La cámara despiadada
El crítico francés André Bazin, uno de los padres fundadores de la revista Cahiers du Cinéma, decía en su fundamental “Ontología de la imagen fotográfica” (en ¿Qué es el cine? ): “El cine se nos muestra como la realización en el tiempo de la objetividad fotográfica. El filme no se limita a conservarnos el objeto detenido en un instante como queda fijado en el ámbar el cuerpo intacto de los insectos de una era remota […] Por primera vez, la imagen de las cosas es también la de su duración: algo así como la momificación del cambio”.

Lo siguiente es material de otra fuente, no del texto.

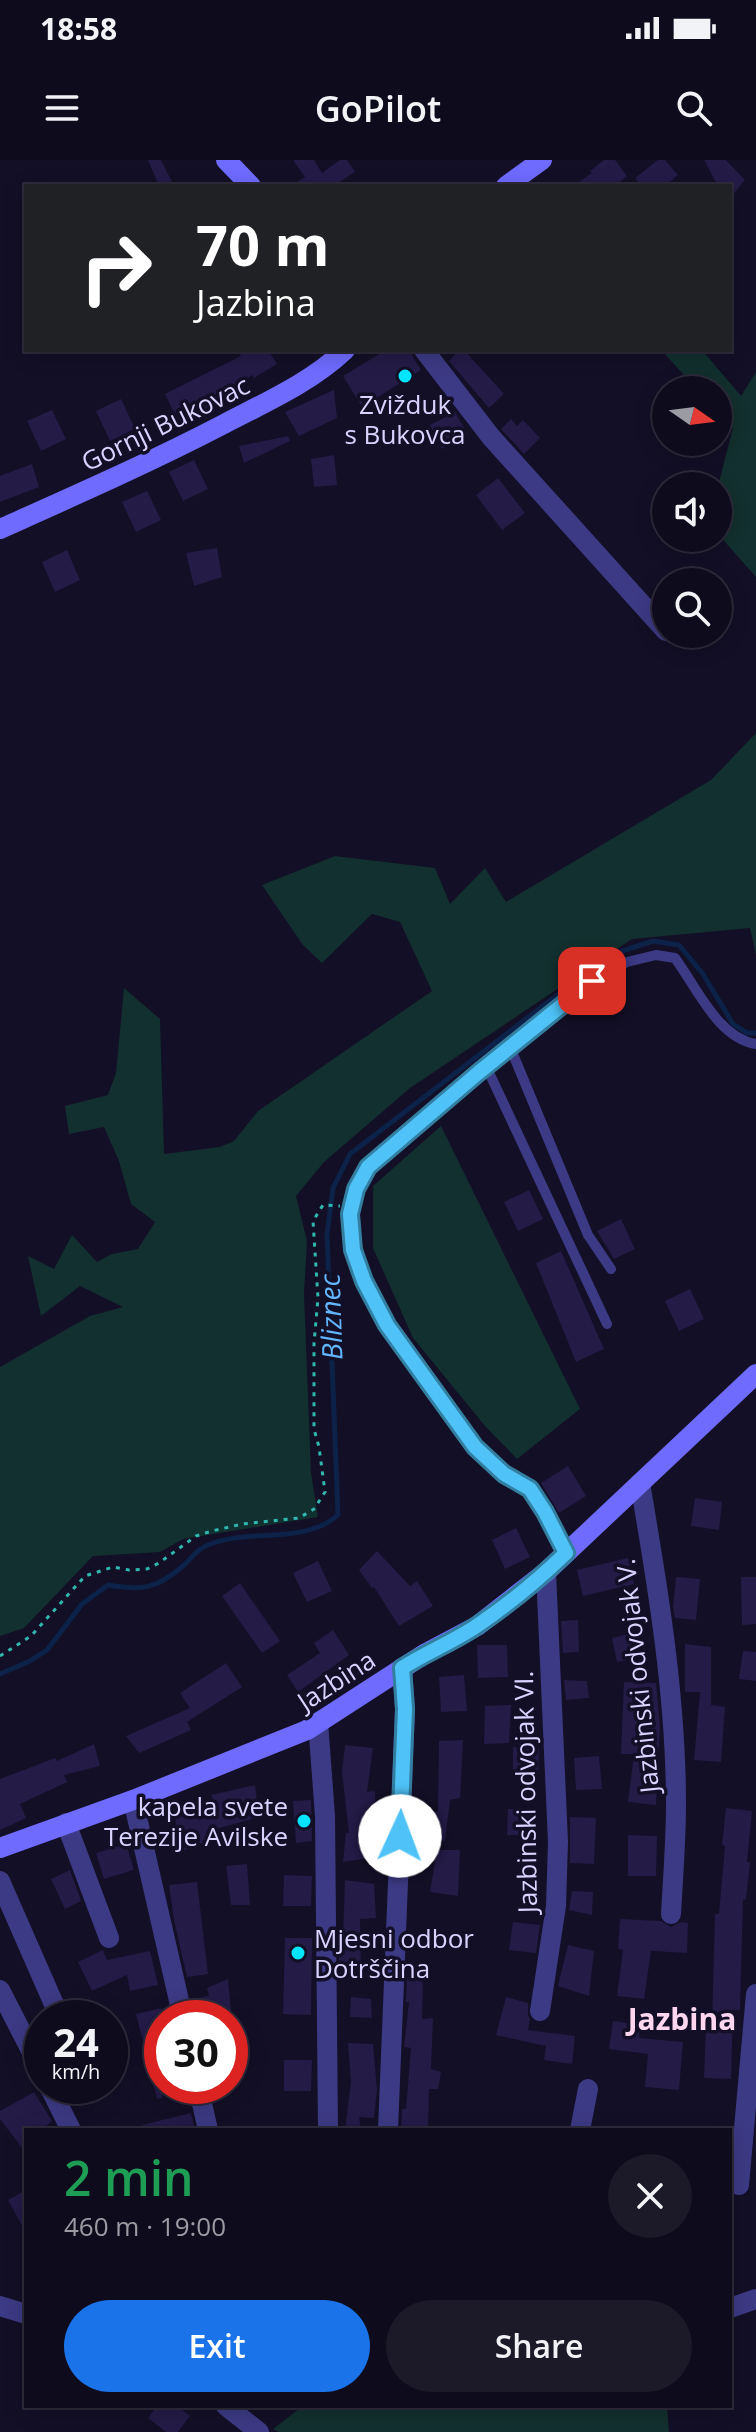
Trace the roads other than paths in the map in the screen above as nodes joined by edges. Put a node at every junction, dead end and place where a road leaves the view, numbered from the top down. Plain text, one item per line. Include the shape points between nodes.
1 (226, 160) edge
2 (542, 160) edge
3 (249, 184) edge
4 (509, 184) edge
5 (342, 352) edge
6 (426, 352) edge
7 (0, 529) edge
8 (652, 615) edge
9 (756, 1044) edge
10 (510, 1047) junction
11 (486, 1066) junction
12 (611, 1269) dead end
13 (607, 1324) dead end
14 (756, 1374) edge
15 (640, 1483) junction
16 (566, 1553) junction
17 (546, 1572) junction
18 (402, 1668) junction
19 (318, 1722) junction
20 (133, 1800) junction
21 (66, 1823) junction
22 (0, 1848) edge
23 (0, 1881) edge
24 (671, 1914) dead end
25 (109, 1938) dead end
26 (0, 1990) edge
27 (756, 1994) edge
28 (52, 2000) edge
29 (179, 2000) edge
30 (540, 2011) dead end
31 (24, 2037) edge
32 (588, 2089) dead end
33 (58, 2104) edge
34 (202, 2104) edge
35 (70, 2128) edge
36 (208, 2128) edge
37 (328, 2128) edge
38 (388, 2128) edge
39 (580, 2128) edge
40 (739, 2185) dead end
41 (756, 2299) edge
42 (0, 2306) edge
43 (732, 2307) edge
44 (24, 2313) edge
45 (229, 2408) edge
46 (259, 2432) edge

1 - 3 street
2 - 4 street
5 - 7 street, Gornji Bukovac via 266,403
6 - 8 street via 491,437
9 - 10 lane via 741,1042 723,1028 675,958 656,955 627,962 592,981
10 - 11 lane
10 - 12 lane via 588,1235
11 - 13 lane
11 - 16 lane via 368,1167 350,1214 353,1250 387,1325 475,1447 530,1489
14 - 15 street, Jazbina
15 - 16 street, Jazbina
15 - 24 street, Jazbinski odvojak V. via 673,1733
16 - 17 street, Jazbina
17 - 18 street, Jazbina via 477,1626
17 - 30 street, Jazbinski odvojak VI. via 558,1842 556,1906
18 - 19 street, Jazbina
18 - 38 street via 405,1709
19 - 20 street, Jazbina
19 - 37 street via 325,1816
20 - 21 street, Jazbina
20 - 29 street
21 - 22 street, Jazbina
21 - 25 street
23 - 28 street
26 - 31 street
27 - 40 street
32 - 39 street
33 - 35 street
34 - 36 street
41 - 43 street
42 - 44 street
45 - 46 street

Es una idea que supo dividir aguas: la fotografía (y, por extensión, el cine) captura de forma objetiva la luz que atraviesa la lente. Entre lo que es frente al artista, aquello que existe en el mundo, y lo que queda en la obra terminada no media la mano del pintor, su pincel, sino un mecanismo que captura haces de luz por reacciones químicas. Así, lo real queda atrapado casi de forma directa, a veces incluso contra la voluntad creadora.
El tiempo y las diferentes teorías se han encargado de desmentir o relativizar las ideas de Bazin, pero hay un núcleo de verdad en esta nueva realidad que Bazin supo describir que sobrevive a todas las discusiones. El cine roba la duración para nosotros.Y la arruga es la garante del cine como arte realista. Bazin se esconde en una arruga: la película puede ser mala, la estilización puede ser flagrante, la actuación puede ser espantosa, pero un doblez en la superficie de la cara de un actor es evidencia irrefutable de por lo menos algo: esa carne ha visto el tiempo. Los ojos son la fuente del oficio del actor, pero la arruga simplemente es.

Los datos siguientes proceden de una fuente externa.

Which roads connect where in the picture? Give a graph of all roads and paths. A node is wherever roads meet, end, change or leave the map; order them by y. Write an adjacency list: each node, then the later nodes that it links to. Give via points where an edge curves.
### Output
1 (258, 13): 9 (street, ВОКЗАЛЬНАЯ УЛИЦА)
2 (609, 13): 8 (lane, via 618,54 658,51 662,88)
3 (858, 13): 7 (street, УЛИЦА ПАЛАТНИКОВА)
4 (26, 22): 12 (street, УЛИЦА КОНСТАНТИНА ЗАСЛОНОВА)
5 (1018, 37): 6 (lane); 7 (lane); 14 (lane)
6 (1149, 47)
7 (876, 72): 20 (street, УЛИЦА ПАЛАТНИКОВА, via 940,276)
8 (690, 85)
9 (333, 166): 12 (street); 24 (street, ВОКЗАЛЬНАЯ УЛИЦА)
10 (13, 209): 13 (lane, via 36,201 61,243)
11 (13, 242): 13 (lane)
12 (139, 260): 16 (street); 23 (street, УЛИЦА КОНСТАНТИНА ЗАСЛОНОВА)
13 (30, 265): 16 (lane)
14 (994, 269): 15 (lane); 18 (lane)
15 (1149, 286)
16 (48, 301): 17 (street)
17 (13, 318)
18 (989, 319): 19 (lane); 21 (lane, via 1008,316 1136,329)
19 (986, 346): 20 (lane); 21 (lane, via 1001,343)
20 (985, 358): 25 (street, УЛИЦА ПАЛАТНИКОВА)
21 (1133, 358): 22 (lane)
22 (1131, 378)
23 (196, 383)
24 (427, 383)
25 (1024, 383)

Una arruga presta realidad y, por eso, hay pocas cosas más falsas en cine que el mal maquillaje: un actor que intenta hacerse pasar por viejo con capas de látex sobre la piel y arrugas pintadas con delineador pierde credibilidad. Era lo que pasaba, por ejemplo, con los actores en J. Edgar (2011), de Clint Eastwood. Una gran película con muy buenas actuaciones puede verse en apuros por una cuestión tan mínima como el maquillaje. ¿Por qué? Porque el maquillaje hacía la arruga. Como decía Bazin, la cámara (despiadada) captura lo que se pone frente a ella: en este caso (como en todo el cine de ficción) un actor que interpreta un papel. Pero si en vez de ver al personaje, el espectador en su butaca mira lo extraña que se ve la superficie de la piel de un actor, la ilusión se rompe y la ficción no cuaja. El mayor peligro para la película de Eastwood era interno: quedar ahogada por una falsa arruga.